<<<<

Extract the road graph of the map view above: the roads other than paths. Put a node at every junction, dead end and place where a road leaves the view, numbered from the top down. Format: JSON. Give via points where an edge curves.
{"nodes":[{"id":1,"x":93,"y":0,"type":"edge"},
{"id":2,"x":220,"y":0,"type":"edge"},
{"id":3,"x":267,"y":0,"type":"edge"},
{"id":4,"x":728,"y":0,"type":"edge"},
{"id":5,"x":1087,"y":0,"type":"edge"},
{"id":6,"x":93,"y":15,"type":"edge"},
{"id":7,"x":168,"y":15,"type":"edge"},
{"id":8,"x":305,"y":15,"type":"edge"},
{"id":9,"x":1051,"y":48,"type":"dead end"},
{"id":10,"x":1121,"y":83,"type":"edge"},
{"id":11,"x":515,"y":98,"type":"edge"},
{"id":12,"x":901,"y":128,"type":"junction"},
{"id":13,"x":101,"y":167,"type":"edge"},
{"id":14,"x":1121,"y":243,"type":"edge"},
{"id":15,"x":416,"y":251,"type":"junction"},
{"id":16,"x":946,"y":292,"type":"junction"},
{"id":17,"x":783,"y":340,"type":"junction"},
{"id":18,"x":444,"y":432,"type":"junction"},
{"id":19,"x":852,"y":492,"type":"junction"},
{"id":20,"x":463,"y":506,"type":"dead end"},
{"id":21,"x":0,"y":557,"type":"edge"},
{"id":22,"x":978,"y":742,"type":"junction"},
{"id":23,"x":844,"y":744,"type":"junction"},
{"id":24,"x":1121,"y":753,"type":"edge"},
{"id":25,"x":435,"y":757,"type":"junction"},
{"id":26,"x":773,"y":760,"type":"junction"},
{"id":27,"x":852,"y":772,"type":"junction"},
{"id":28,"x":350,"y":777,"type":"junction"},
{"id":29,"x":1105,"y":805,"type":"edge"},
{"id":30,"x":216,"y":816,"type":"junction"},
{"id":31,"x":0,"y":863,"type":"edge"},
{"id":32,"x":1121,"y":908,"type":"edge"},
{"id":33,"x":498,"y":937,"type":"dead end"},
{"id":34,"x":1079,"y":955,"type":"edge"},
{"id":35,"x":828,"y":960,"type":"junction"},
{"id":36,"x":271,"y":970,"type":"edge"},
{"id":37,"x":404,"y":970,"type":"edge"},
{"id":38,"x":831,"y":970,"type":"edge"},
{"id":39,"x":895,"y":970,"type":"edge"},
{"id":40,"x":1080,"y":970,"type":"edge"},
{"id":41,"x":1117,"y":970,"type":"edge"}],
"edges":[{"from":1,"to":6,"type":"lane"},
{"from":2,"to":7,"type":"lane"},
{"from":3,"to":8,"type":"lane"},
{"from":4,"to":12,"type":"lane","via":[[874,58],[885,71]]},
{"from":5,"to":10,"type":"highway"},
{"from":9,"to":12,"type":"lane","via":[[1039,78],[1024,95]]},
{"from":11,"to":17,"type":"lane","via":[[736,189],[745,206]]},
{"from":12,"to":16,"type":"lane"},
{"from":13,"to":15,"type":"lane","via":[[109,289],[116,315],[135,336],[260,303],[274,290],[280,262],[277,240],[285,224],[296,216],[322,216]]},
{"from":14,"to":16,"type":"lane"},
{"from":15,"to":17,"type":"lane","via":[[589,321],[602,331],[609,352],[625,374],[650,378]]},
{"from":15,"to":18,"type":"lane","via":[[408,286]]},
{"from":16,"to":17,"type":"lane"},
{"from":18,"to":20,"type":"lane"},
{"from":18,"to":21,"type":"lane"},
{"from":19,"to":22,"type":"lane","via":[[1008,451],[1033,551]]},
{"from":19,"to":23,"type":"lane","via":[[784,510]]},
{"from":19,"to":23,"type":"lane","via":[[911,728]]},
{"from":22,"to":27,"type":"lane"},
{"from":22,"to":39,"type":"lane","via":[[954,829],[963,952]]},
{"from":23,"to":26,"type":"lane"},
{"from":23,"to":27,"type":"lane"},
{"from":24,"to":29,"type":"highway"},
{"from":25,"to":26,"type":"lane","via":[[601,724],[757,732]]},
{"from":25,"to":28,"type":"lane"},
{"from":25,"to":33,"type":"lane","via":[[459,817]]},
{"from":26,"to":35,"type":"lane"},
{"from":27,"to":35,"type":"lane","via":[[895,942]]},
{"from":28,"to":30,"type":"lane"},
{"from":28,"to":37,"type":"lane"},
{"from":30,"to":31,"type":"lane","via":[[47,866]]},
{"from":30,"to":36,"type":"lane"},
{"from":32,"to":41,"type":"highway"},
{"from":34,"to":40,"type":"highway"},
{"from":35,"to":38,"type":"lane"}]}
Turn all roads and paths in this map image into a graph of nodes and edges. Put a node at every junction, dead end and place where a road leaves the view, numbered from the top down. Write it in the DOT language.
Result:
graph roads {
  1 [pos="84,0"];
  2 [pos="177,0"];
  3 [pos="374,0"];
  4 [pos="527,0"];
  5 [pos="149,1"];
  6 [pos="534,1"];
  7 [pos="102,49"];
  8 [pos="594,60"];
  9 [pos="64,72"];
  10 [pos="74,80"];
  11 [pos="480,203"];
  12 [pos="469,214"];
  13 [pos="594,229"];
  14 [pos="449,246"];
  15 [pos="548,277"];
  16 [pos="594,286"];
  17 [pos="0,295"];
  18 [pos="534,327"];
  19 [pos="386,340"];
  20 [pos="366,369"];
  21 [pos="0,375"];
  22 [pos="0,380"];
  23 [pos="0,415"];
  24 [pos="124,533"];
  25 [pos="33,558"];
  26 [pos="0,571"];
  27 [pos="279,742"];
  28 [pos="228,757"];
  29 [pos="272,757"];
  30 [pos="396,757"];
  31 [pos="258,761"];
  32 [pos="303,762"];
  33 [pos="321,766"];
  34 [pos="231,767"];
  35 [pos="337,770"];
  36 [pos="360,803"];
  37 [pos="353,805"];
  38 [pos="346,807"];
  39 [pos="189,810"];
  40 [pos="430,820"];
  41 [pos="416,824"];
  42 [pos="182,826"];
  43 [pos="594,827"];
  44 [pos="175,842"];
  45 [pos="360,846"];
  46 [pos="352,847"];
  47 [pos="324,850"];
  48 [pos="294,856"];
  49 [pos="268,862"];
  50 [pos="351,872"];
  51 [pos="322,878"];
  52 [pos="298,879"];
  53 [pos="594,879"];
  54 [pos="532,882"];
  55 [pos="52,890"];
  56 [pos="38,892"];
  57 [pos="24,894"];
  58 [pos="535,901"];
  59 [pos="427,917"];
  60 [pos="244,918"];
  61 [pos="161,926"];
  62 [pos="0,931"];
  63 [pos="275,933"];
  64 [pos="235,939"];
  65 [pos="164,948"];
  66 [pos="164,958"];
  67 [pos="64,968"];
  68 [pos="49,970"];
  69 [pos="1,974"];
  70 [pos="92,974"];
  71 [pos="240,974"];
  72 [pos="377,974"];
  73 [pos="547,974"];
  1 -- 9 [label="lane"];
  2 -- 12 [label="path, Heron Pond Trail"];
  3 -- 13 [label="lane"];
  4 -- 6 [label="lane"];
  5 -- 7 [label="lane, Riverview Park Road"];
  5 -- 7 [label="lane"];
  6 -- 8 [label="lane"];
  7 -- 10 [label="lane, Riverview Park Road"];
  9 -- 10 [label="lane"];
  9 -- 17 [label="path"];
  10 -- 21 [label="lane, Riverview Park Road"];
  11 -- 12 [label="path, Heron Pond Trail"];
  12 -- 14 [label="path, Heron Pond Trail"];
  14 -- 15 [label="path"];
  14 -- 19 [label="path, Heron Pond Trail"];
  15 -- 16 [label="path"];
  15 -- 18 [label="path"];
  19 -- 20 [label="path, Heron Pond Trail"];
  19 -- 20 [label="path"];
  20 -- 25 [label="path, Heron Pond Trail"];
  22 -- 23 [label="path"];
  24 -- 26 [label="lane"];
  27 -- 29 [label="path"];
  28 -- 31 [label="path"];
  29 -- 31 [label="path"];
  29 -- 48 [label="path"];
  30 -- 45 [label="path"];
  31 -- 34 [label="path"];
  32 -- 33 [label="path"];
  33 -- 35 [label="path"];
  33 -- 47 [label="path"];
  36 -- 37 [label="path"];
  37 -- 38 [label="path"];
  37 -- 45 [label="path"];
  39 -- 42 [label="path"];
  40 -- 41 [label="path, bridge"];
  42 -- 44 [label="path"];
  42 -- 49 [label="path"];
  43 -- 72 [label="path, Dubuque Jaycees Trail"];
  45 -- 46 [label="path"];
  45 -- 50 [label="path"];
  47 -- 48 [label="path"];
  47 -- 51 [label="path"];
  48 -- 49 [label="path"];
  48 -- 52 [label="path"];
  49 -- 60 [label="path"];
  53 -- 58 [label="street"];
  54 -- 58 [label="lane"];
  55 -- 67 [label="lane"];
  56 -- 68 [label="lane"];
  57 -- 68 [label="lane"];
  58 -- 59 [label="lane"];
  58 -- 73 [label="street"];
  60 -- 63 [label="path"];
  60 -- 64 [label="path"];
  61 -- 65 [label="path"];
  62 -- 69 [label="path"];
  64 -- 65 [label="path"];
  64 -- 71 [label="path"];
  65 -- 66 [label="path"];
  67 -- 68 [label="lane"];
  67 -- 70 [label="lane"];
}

>>>>

_AIM OF THE EXERCISE_: Pull every line holding "edges" out of the records.

_RESULT OF THE TASK_:
"edges":[{"from":1,"to":6,"type":"lane"},
Turn all roads and paths in this map image into a graph of nodes and edges. Put a node at every junction, dead end and place where a road leaves the view, numbered from the top down. Write it in the DOT language.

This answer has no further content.